_What you need to do:_
Transcribe each line of the material exactly as it stands.

_Stored data:_
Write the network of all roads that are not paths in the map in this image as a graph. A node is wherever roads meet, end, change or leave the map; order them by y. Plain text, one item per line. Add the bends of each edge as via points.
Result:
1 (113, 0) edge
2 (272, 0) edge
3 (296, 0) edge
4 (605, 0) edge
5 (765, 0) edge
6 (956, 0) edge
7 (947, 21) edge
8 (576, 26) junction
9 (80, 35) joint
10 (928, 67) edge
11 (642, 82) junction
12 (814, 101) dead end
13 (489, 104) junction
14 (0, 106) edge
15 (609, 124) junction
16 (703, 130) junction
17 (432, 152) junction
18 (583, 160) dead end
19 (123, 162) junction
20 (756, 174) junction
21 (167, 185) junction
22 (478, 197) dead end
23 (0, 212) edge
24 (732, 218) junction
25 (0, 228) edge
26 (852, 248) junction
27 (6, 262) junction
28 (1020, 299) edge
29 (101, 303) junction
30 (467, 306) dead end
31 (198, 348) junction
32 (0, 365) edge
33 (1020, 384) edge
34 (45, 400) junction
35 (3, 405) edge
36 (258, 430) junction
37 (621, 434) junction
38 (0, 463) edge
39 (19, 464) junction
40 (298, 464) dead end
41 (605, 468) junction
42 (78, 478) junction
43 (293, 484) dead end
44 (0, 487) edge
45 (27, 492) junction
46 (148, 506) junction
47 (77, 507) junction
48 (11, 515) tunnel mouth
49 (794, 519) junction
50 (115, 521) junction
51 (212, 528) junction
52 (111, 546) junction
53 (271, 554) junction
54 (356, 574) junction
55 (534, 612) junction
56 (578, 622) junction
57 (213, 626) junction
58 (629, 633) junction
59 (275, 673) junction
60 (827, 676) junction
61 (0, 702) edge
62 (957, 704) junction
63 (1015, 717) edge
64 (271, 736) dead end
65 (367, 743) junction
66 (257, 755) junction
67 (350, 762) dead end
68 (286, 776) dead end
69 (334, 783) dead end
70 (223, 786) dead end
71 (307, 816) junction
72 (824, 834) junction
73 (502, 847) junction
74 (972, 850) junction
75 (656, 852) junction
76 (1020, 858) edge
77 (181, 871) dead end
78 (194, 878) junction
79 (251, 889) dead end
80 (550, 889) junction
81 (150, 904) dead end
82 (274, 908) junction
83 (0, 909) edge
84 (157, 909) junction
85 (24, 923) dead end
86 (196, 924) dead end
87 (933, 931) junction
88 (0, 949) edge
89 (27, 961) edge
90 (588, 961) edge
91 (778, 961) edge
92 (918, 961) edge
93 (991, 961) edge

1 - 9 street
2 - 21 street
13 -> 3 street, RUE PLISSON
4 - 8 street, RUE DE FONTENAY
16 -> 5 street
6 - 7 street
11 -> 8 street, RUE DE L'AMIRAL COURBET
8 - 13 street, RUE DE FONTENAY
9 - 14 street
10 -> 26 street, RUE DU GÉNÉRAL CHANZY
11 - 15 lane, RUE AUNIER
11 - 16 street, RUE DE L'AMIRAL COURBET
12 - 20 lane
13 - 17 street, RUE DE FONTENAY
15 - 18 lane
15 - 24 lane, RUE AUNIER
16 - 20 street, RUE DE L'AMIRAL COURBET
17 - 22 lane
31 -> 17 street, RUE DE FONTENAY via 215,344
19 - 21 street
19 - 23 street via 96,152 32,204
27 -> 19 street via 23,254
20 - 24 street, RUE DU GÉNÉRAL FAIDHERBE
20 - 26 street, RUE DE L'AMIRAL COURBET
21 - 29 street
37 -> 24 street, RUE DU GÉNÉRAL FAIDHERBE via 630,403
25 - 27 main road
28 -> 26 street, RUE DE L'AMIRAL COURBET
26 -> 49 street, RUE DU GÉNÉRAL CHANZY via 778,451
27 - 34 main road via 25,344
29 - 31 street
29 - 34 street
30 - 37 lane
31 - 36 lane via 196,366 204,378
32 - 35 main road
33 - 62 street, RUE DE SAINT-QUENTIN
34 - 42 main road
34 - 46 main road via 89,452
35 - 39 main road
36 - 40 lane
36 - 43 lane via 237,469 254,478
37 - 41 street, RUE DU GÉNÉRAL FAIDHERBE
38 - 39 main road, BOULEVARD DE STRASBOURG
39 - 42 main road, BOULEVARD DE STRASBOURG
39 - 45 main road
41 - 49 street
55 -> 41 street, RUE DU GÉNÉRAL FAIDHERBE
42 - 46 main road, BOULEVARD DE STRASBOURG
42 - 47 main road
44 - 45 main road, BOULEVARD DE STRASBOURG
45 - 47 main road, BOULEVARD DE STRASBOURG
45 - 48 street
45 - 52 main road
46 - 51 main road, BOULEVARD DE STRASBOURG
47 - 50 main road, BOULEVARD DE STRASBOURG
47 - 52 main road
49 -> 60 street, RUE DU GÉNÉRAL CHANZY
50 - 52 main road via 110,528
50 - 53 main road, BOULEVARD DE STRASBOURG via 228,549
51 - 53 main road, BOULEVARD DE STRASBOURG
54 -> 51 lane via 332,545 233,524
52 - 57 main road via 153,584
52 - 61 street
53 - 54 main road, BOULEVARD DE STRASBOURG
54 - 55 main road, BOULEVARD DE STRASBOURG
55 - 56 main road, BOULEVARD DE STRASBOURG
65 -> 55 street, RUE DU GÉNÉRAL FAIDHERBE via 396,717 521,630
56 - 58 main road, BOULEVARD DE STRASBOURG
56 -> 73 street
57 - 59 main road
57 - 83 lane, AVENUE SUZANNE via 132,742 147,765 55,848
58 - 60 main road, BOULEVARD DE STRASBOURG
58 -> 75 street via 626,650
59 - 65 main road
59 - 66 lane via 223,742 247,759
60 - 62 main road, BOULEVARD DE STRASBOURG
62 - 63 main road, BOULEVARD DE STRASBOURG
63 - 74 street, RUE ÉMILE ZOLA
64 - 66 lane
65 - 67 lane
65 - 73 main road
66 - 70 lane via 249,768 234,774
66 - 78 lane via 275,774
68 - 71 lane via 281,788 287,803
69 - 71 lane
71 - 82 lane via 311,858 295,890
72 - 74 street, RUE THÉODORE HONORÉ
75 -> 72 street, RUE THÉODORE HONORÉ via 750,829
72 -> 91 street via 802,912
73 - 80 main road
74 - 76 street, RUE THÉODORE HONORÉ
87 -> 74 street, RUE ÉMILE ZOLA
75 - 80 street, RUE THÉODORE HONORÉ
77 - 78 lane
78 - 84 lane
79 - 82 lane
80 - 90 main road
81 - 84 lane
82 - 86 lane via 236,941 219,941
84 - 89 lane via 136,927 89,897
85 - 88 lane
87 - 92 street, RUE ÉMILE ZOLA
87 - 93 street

_Response box:_
Write the network of all roads that are not paths in the map in this image as a graph. A node is wherever roads meet, end, change or leave the map; order them by y. Plain text, one item per line. Add the bends of each edge as via points.
Result:
1 (113, 0) edge
2 (272, 0) edge
3 (296, 0) edge
4 (605, 0) edge
5 (765, 0) edge
6 (956, 0) edge
7 (947, 21) edge
8 (576, 26) junction
9 (80, 35) joint
10 (928, 67) edge
11 (642, 82) junction
12 (814, 101) dead end
13 (489, 104) junction
14 (0, 106) edge
15 (609, 124) junction
16 (703, 130) junction
17 (432, 152) junction
18 (583, 160) dead end
19 (123, 162) junction
20 (756, 174) junction
21 (167, 185) junction
22 (478, 197) dead end
23 (0, 212) edge
24 (732, 218) junction
25 (0, 228) edge
26 (852, 248) junction
27 (6, 262) junction
28 (1020, 299) edge
29 (101, 303) junction
30 (467, 306) dead end
31 (198, 348) junction
32 (0, 365) edge
33 (1020, 384) edge
34 (45, 400) junction
35 (3, 405) edge
36 (258, 430) junction
37 (621, 434) junction
38 (0, 463) edge
39 (19, 464) junction
40 (298, 464) dead end
41 (605, 468) junction
42 (78, 478) junction
43 (293, 484) dead end
44 (0, 487) edge
45 (27, 492) junction
46 (148, 506) junction
47 (77, 507) junction
48 (11, 515) tunnel mouth
49 (794, 519) junction
50 (115, 521) junction
51 (212, 528) junction
52 (111, 546) junction
53 (271, 554) junction
54 (356, 574) junction
55 (534, 612) junction
56 (578, 622) junction
57 (213, 626) junction
58 (629, 633) junction
59 (275, 673) junction
60 (827, 676) junction
61 (0, 702) edge
62 (957, 704) junction
63 (1015, 717) edge
64 (271, 736) dead end
65 (367, 743) junction
66 (257, 755) junction
67 (350, 762) dead end
68 (286, 776) dead end
69 (334, 783) dead end
70 (223, 786) dead end
71 (307, 816) junction
72 (824, 834) junction
73 (502, 847) junction
74 (972, 850) junction
75 (656, 852) junction
76 (1020, 858) edge
77 (181, 871) dead end
78 (194, 878) junction
79 (251, 889) dead end
80 (550, 889) junction
81 (150, 904) dead end
82 (274, 908) junction
83 (0, 909) edge
84 (157, 909) junction
85 (24, 923) dead end
86 (196, 924) dead end
87 (933, 931) junction
88 (0, 949) edge
89 (27, 961) edge
90 (588, 961) edge
91 (778, 961) edge
92 (918, 961) edge
93 (991, 961) edge

1 - 9 street
2 - 21 street
13 -> 3 street, RUE PLISSON
4 - 8 street, RUE DE FONTENAY
16 -> 5 street
6 - 7 street
11 -> 8 street, RUE DE L'AMIRAL COURBET
8 - 13 street, RUE DE FONTENAY
9 - 14 street
10 -> 26 street, RUE DU GÉNÉRAL CHANZY
11 - 15 lane, RUE AUNIER
11 - 16 street, RUE DE L'AMIRAL COURBET
12 - 20 lane
13 - 17 street, RUE DE FONTENAY
15 - 18 lane
15 - 24 lane, RUE AUNIER
16 - 20 street, RUE DE L'AMIRAL COURBET
17 - 22 lane
31 -> 17 street, RUE DE FONTENAY via 215,344
19 - 21 street
19 - 23 street via 96,152 32,204
27 -> 19 street via 23,254
20 - 24 street, RUE DU GÉNÉRAL FAIDHERBE
20 - 26 street, RUE DE L'AMIRAL COURBET
21 - 29 street
37 -> 24 street, RUE DU GÉNÉRAL FAIDHERBE via 630,403
25 - 27 main road
28 -> 26 street, RUE DE L'AMIRAL COURBET
26 -> 49 street, RUE DU GÉNÉRAL CHANZY via 778,451
27 - 34 main road via 25,344
29 - 31 street
29 - 34 street
30 - 37 lane
31 - 36 lane via 196,366 204,378
32 - 35 main road
33 - 62 street, RUE DE SAINT-QUENTIN
34 - 42 main road
34 - 46 main road via 89,452
35 - 39 main road
36 - 40 lane
36 - 43 lane via 237,469 254,478
37 - 41 street, RUE DU GÉNÉRAL FAIDHERBE
38 - 39 main road, BOULEVARD DE STRASBOURG
39 - 42 main road, BOULEVARD DE STRASBOURG
39 - 45 main road
41 - 49 street
55 -> 41 street, RUE DU GÉNÉRAL FAIDHERBE
42 - 46 main road, BOULEVARD DE STRASBOURG
42 - 47 main road
44 - 45 main road, BOULEVARD DE STRASBOURG
45 - 47 main road, BOULEVARD DE STRASBOURG
45 - 48 street
45 - 52 main road
46 - 51 main road, BOULEVARD DE STRASBOURG
47 - 50 main road, BOULEVARD DE STRASBOURG
47 - 52 main road
49 -> 60 street, RUE DU GÉNÉRAL CHANZY
50 - 52 main road via 110,528
50 - 53 main road, BOULEVARD DE STRASBOURG via 228,549
51 - 53 main road, BOULEVARD DE STRASBOURG
54 -> 51 lane via 332,545 233,524
52 - 57 main road via 153,584
52 - 61 street
53 - 54 main road, BOULEVARD DE STRASBOURG
54 - 55 main road, BOULEVARD DE STRASBOURG
55 - 56 main road, BOULEVARD DE STRASBOURG
65 -> 55 street, RUE DU GÉNÉRAL FAIDHERBE via 396,717 521,630
56 - 58 main road, BOULEVARD DE STRASBOURG
56 -> 73 street
57 - 59 main road
57 - 83 lane, AVENUE SUZANNE via 132,742 147,765 55,848
58 - 60 main road, BOULEVARD DE STRASBOURG
58 -> 75 street via 626,650
59 - 65 main road
59 - 66 lane via 223,742 247,759
60 - 62 main road, BOULEVARD DE STRASBOURG
62 - 63 main road, BOULEVARD DE STRASBOURG
63 - 74 street, RUE ÉMILE ZOLA
64 - 66 lane
65 - 67 lane
65 - 73 main road
66 - 70 lane via 249,768 234,774
66 - 78 lane via 275,774
68 - 71 lane via 281,788 287,803
69 - 71 lane
71 - 82 lane via 311,858 295,890
72 - 74 street, RUE THÉODORE HONORÉ
75 -> 72 street, RUE THÉODORE HONORÉ via 750,829
72 -> 91 street via 802,912
73 - 80 main road
74 - 76 street, RUE THÉODORE HONORÉ
87 -> 74 street, RUE ÉMILE ZOLA
75 - 80 street, RUE THÉODORE HONORÉ
77 - 78 lane
78 - 84 lane
79 - 82 lane
80 - 90 main road
81 - 84 lane
82 - 86 lane via 236,941 219,941
84 - 89 lane via 136,927 89,897
85 - 88 lane
87 - 92 street, RUE ÉMILE ZOLA
87 - 93 street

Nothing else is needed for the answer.